After the storm: using big data to track displacement in Haiti

Photo: Igor Rugwiza – UN/MINUSTAH


This week’s blog is a guest entry by Gabriela Alvarado, the WFP Regional IT Officer for Latin America and the Caribbean. In the aftermath of Hurricane Matthew, Gaby lead the IT Working Group in Haiti, which provided support to the humanitarian response through the provision of
ETC Connectivity Services. The team from the Regional Bureau worked with mVAM and Flowminder to supply valuable time-bound information to the operation.

 

Supporting Emergencies through Technology & Joint Efforts

It’s now been just over a month since Hurricane Matthew made landfall in Haiti, devastating the western side of the country. The hurricane has affected an estimated 2.1 million people, leaving 1.4 million in need of humanitarian assistance.

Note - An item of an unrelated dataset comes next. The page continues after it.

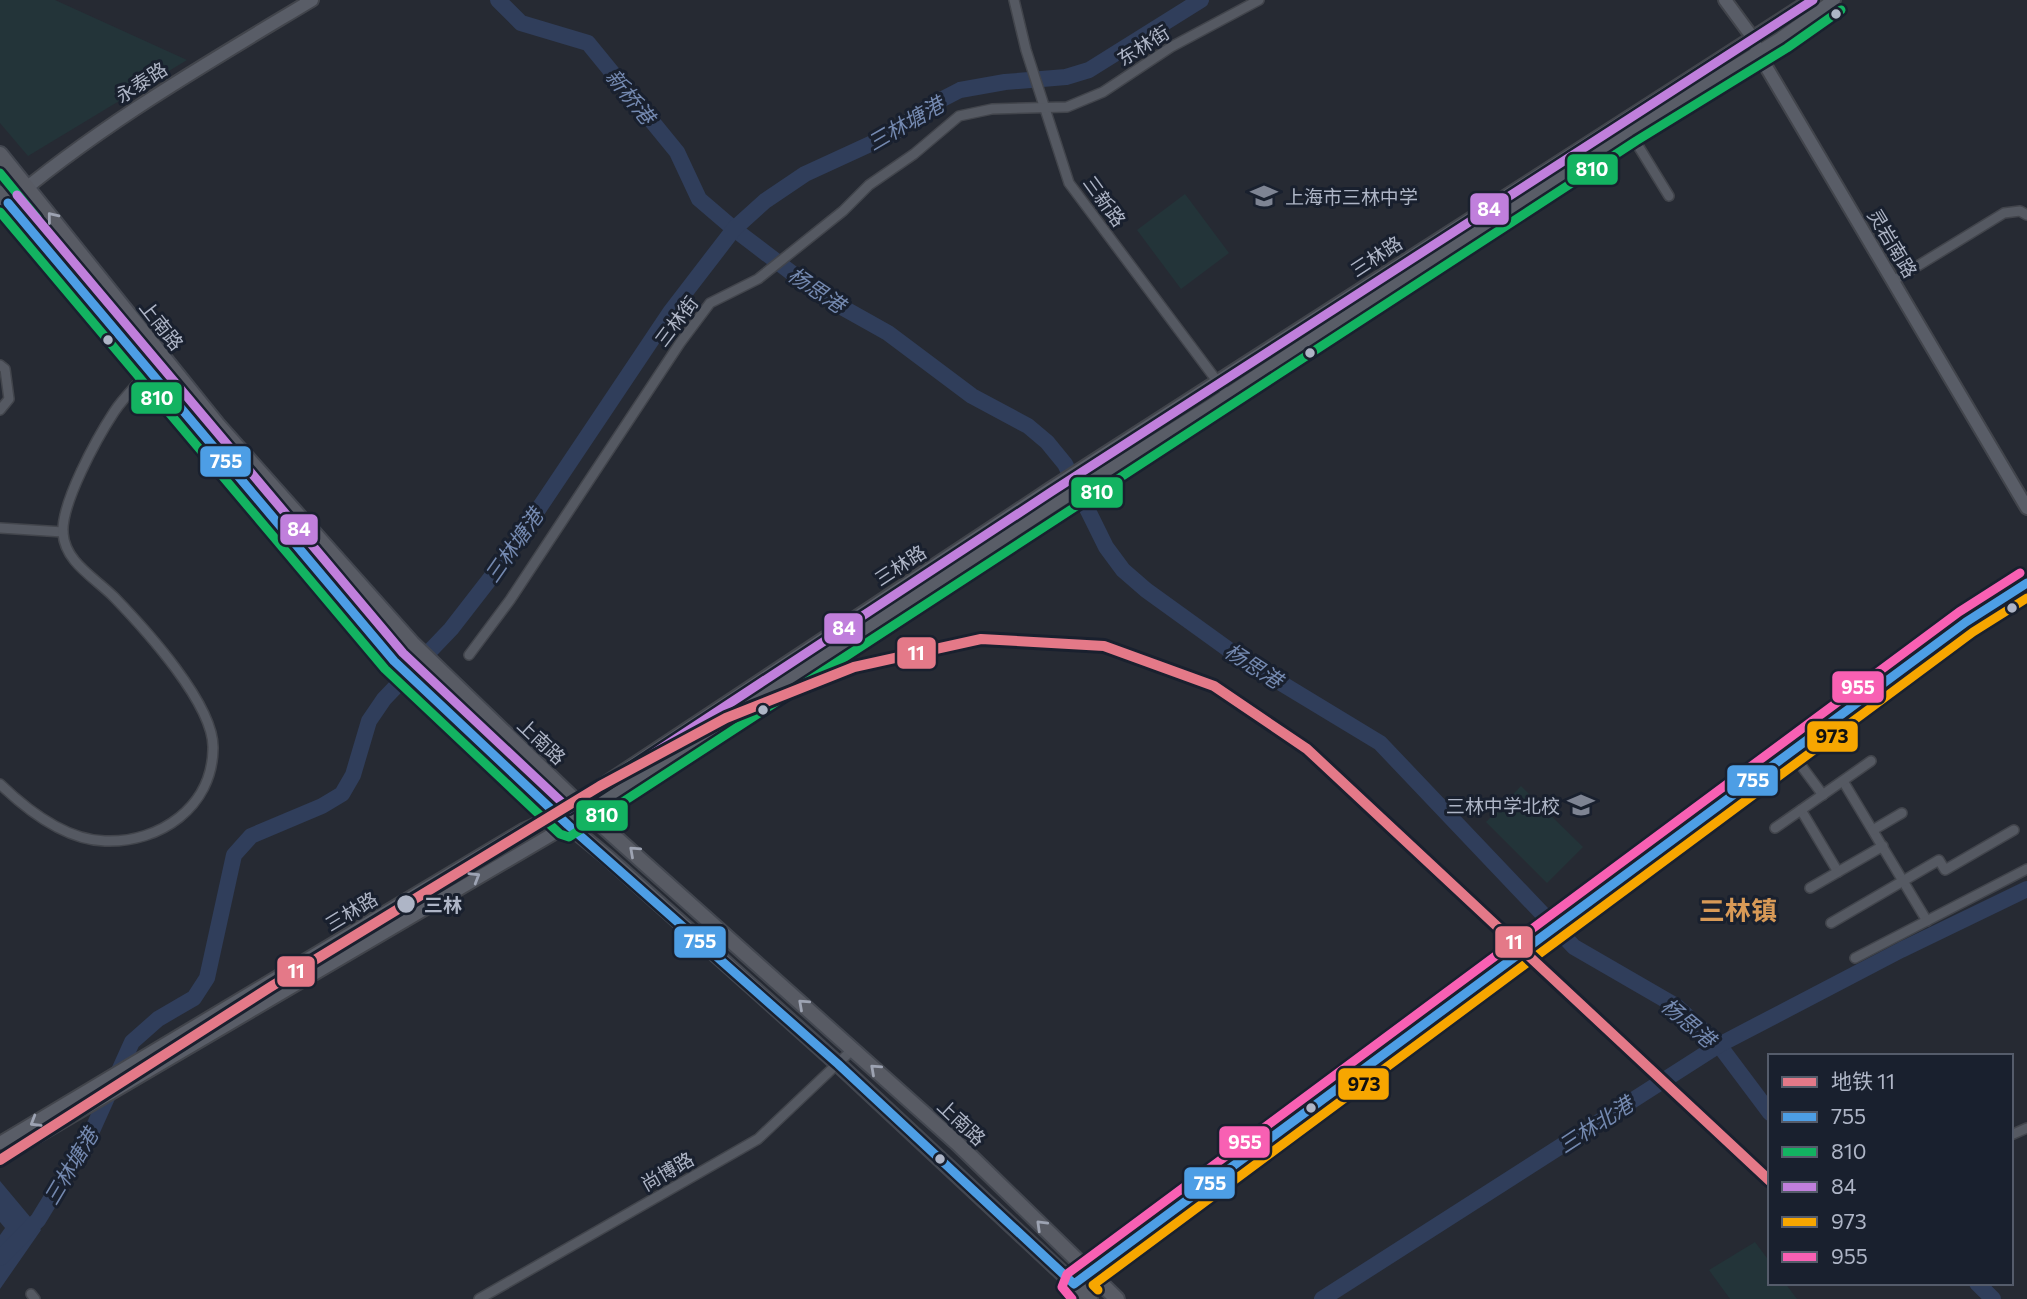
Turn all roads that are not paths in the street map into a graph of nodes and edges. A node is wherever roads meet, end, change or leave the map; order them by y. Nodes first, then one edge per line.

In the days following the hurricane, a rapid food security assessment was carried out to determine the impact of the hurricane on the food security of households and communities in the affected areas.  In the most-affected areas, the départements of Grande-Anse and Sud, people reported that crops and livestock, as well as agricultural and fishing equipment, were almost entirely destroyed.

 

Credit: WFP

Credit: WFP


We all know the challenges we face at WFP when looking to collect information, in order to determine what would be the best response under the circumstances on the ground.  In the aftermath of the hurricane, which had destroyed infrastructure, caused flooding, and temporarily knocked out telecommunications, gathering information from affected areas was especially difficult. So, WFP’s Information Technology team in the Regional Bureau for Latin America and the Caribbean reached out to Flowminder, a non-profit organization that uses big data analysis to answer questions that would be operationally relevant for government and aid agencies trying to respond to emergencies. Thanks to an existing agreement between WFP and Flowminder, WFP was able to quickly establish a working group and start data collection one day after the hurricane struck Haiti.

 

An aerial view of Jérémie following the passage of Hurricane Matthew (photo: Logan Abassi - UN/MINUSTAH)

An aerial view of Jérémie following the passage of Hurricane Matthew
(photo: Logan Abassi – UN/MINUSTAH)

Flowminder aggregates, integrates and analyses anonymous mobile operator data (call detail records), satellite and household survey data, which helps to estimate population displacements following a crisis. Displaced people are some of the most vulnerable following a hurricane, and knowing where people have gone helps to provide more effective assistance.

By 24 October 2016, Flowminder estimated that 260,500 people had been displaced within the Grande Anse, Sud, and Nippes départements. In Les Cayes, the major city in Sud, the population grew by an estimated 42% in the aftermath of Hurricane Matthew according to Flowminder analysis. In fact, Flowminder analyses suggest that many people moved toward cities, even Jérémie and Les Cayes, which were severely damaged by the hurricane.

 

Flowminder.org

Flowminder.org

So how exactly did Flowminder make these estimates with so many areas barely accessible? By analysing anonymized call detail records from Digicel, one of Haiti’s major cell phone network providers, and comparing where people placed calls before and after the hurricane, Flowminder was able provide an estimate of the number of displaced people. Flowminder uses algorithms that look at where the last “transaction” (phone call or sms) took place each day in order to identify the place where people were living before the hurricane and then subsequently moved afterwards. . It makes sense – the last few calls or texts you make at night are often from your home. While Flowminder does not get exact locations from the call data records, they can identify a general home location using the closest cell phone tower. After identifying the home location, Flowminder needs to determine how many people each phone represents. In poorer areas, not everyone may own a phone, or many people may not be able to charge and use their phones after a natural disaster like a hurricane. Flowminder uses formulas which takes these factors into account, and translates the number of phones into an estimate of the number of people who are displaced.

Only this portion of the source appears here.